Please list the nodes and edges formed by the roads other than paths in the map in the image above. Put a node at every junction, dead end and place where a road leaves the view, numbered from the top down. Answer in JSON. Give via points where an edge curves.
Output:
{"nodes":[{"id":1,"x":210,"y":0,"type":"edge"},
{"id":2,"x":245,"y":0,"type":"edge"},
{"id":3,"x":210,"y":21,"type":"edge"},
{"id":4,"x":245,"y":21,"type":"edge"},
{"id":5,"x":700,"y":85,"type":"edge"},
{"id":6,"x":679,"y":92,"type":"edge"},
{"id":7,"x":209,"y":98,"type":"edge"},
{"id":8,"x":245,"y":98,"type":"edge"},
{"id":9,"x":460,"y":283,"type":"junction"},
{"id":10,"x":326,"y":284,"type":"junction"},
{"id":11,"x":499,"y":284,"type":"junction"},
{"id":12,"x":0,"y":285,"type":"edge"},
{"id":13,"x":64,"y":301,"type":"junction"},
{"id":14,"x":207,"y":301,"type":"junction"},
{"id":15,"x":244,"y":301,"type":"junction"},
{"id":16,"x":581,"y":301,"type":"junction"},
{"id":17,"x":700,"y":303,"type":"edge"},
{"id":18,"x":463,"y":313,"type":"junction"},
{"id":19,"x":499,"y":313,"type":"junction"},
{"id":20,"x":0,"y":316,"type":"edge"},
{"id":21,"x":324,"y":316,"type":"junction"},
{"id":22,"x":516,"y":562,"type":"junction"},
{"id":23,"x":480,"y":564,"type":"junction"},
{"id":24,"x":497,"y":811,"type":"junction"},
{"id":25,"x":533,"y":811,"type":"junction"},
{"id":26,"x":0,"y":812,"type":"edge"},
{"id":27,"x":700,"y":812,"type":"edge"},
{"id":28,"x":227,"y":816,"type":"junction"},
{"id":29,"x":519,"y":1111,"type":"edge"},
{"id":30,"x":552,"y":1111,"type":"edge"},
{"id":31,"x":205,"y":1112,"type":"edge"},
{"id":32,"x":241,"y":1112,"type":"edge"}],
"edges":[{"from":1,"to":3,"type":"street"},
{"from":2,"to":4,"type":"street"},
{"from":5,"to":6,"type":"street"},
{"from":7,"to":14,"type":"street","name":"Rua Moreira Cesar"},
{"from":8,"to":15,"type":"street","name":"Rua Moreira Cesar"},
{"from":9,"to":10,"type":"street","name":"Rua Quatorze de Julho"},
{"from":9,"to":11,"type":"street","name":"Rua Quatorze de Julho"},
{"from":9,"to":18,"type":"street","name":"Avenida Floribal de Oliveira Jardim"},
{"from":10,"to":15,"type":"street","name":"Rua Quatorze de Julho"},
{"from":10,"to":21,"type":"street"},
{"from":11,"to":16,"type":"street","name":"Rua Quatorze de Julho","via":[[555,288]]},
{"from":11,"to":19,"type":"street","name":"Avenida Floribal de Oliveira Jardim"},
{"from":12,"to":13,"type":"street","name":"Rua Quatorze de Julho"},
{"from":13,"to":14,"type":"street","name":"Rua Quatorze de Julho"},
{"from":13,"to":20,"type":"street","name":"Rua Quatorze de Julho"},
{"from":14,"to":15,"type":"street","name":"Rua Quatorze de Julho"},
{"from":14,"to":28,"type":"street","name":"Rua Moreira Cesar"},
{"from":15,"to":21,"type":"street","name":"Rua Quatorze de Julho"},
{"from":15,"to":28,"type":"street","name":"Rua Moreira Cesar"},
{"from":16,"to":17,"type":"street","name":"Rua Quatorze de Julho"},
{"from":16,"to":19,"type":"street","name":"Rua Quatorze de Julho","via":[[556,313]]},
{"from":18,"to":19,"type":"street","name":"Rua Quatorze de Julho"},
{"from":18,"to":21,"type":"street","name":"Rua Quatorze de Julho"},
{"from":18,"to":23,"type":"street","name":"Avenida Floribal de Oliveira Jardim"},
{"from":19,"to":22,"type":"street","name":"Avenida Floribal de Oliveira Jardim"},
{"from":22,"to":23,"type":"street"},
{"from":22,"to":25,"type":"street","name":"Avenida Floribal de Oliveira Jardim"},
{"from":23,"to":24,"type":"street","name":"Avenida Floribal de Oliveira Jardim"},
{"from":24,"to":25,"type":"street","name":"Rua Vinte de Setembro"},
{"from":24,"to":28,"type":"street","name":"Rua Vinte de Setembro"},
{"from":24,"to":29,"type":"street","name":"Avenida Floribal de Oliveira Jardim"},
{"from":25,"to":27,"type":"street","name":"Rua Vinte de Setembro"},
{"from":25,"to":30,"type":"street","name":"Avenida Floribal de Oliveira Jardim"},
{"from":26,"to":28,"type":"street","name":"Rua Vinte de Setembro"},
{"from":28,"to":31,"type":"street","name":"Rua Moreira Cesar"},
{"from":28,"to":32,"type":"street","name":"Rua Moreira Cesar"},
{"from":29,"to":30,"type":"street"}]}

----

_Your instructions:_ Would you write out the whole listing word for word?

_Written reply:_
Please list the nodes and edges formed by the roads other than paths in the map in the image above. Put a node at every junction, dead end and place where a road leaves the view, numbered from the top down. Answer in JSON. Give via points where an edge curves.
Output:
{"nodes":[{"id":1,"x":210,"y":0,"type":"edge"},
{"id":2,"x":245,"y":0,"type":"edge"},
{"id":3,"x":210,"y":21,"type":"edge"},
{"id":4,"x":245,"y":21,"type":"edge"},
{"id":5,"x":700,"y":85,"type":"edge"},
{"id":6,"x":679,"y":92,"type":"edge"},
{"id":7,"x":209,"y":98,"type":"edge"},
{"id":8,"x":245,"y":98,"type":"edge"},
{"id":9,"x":460,"y":283,"type":"junction"},
{"id":10,"x":326,"y":284,"type":"junction"},
{"id":11,"x":499,"y":284,"type":"junction"},
{"id":12,"x":0,"y":285,"type":"edge"},
{"id":13,"x":64,"y":301,"type":"junction"},
{"id":14,"x":207,"y":301,"type":"junction"},
{"id":15,"x":244,"y":301,"type":"junction"},
{"id":16,"x":581,"y":301,"type":"junction"},
{"id":17,"x":700,"y":303,"type":"edge"},
{"id":18,"x":463,"y":313,"type":"junction"},
{"id":19,"x":499,"y":313,"type":"junction"},
{"id":20,"x":0,"y":316,"type":"edge"},
{"id":21,"x":324,"y":316,"type":"junction"},
{"id":22,"x":516,"y":562,"type":"junction"},
{"id":23,"x":480,"y":564,"type":"junction"},
{"id":24,"x":497,"y":811,"type":"junction"},
{"id":25,"x":533,"y":811,"type":"junction"},
{"id":26,"x":0,"y":812,"type":"edge"},
{"id":27,"x":700,"y":812,"type":"edge"},
{"id":28,"x":227,"y":816,"type":"junction"},
{"id":29,"x":519,"y":1111,"type":"edge"},
{"id":30,"x":552,"y":1111,"type":"edge"},
{"id":31,"x":205,"y":1112,"type":"edge"},
{"id":32,"x":241,"y":1112,"type":"edge"}],
"edges":[{"from":1,"to":3,"type":"street"},
{"from":2,"to":4,"type":"street"},
{"from":5,"to":6,"type":"street"},
{"from":7,"to":14,"type":"street","name":"Rua Moreira Cesar"},
{"from":8,"to":15,"type":"street","name":"Rua Moreira Cesar"},
{"from":9,"to":10,"type":"street","name":"Rua Quatorze de Julho"},
{"from":9,"to":11,"type":"street","name":"Rua Quatorze de Julho"},
{"from":9,"to":18,"type":"street","name":"Avenida Floribal de Oliveira Jardim"},
{"from":10,"to":15,"type":"street","name":"Rua Quatorze de Julho"},
{"from":10,"to":21,"type":"street"},
{"from":11,"to":16,"type":"street","name":"Rua Quatorze de Julho","via":[[555,288]]},
{"from":11,"to":19,"type":"street","name":"Avenida Floribal de Oliveira Jardim"},
{"from":12,"to":13,"type":"street","name":"Rua Quatorze de Julho"},
{"from":13,"to":14,"type":"street","name":"Rua Quatorze de Julho"},
{"from":13,"to":20,"type":"street","name":"Rua Quatorze de Julho"},
{"from":14,"to":15,"type":"street","name":"Rua Quatorze de Julho"},
{"from":14,"to":28,"type":"street","name":"Rua Moreira Cesar"},
{"from":15,"to":21,"type":"street","name":"Rua Quatorze de Julho"},
{"from":15,"to":28,"type":"street","name":"Rua Moreira Cesar"},
{"from":16,"to":17,"type":"street","name":"Rua Quatorze de Julho"},
{"from":16,"to":19,"type":"street","name":"Rua Quatorze de Julho","via":[[556,313]]},
{"from":18,"to":19,"type":"street","name":"Rua Quatorze de Julho"},
{"from":18,"to":21,"type":"street","name":"Rua Quatorze de Julho"},
{"from":18,"to":23,"type":"street","name":"Avenida Floribal de Oliveira Jardim"},
{"from":19,"to":22,"type":"street","name":"Avenida Floribal de Oliveira Jardim"},
{"from":22,"to":23,"type":"street"},
{"from":22,"to":25,"type":"street","name":"Avenida Floribal de Oliveira Jardim"},
{"from":23,"to":24,"type":"street","name":"Avenida Floribal de Oliveira Jardim"},
{"from":24,"to":25,"type":"street","name":"Rua Vinte de Setembro"},
{"from":24,"to":28,"type":"street","name":"Rua Vinte de Setembro"},
{"from":24,"to":29,"type":"street","name":"Avenida Floribal de Oliveira Jardim"},
{"from":25,"to":27,"type":"street","name":"Rua Vinte de Setembro"},
{"from":25,"to":30,"type":"street","name":"Avenida Floribal de Oliveira Jardim"},
{"from":26,"to":28,"type":"street","name":"Rua Vinte de Setembro"},
{"from":28,"to":31,"type":"street","name":"Rua Moreira Cesar"},
{"from":28,"to":32,"type":"street","name":"Rua Moreira Cesar"},
{"from":29,"to":30,"type":"street"}]}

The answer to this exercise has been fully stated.